_Instructions for the task_
Lines in the listing below may contain the string "graph". Say how many do, giving only the number.
------------------------------------------------------------------------
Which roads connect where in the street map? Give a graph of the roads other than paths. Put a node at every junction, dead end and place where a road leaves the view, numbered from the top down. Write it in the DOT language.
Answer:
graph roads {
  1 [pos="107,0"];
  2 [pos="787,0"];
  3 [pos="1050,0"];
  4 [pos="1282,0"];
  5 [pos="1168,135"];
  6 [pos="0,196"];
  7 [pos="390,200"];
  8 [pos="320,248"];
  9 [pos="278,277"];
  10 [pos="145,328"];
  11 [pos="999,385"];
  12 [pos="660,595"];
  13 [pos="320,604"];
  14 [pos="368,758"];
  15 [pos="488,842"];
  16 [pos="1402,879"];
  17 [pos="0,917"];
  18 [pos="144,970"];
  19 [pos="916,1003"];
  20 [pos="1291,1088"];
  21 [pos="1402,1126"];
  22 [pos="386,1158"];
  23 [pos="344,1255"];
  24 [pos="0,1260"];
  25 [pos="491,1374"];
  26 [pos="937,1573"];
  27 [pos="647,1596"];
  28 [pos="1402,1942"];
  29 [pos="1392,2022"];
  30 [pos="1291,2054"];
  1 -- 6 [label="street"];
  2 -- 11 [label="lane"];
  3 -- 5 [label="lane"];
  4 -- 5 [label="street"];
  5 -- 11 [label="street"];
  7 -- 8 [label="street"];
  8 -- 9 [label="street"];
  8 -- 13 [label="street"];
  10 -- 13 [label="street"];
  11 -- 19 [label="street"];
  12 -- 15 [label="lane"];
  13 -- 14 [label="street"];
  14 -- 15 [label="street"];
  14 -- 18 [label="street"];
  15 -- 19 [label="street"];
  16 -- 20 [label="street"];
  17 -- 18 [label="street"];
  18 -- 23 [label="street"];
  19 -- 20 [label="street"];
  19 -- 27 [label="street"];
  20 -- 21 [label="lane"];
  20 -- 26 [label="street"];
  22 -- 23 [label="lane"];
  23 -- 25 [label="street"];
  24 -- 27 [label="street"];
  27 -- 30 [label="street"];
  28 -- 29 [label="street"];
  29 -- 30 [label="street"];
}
------------------------------------------------------------------------
_Response below_
2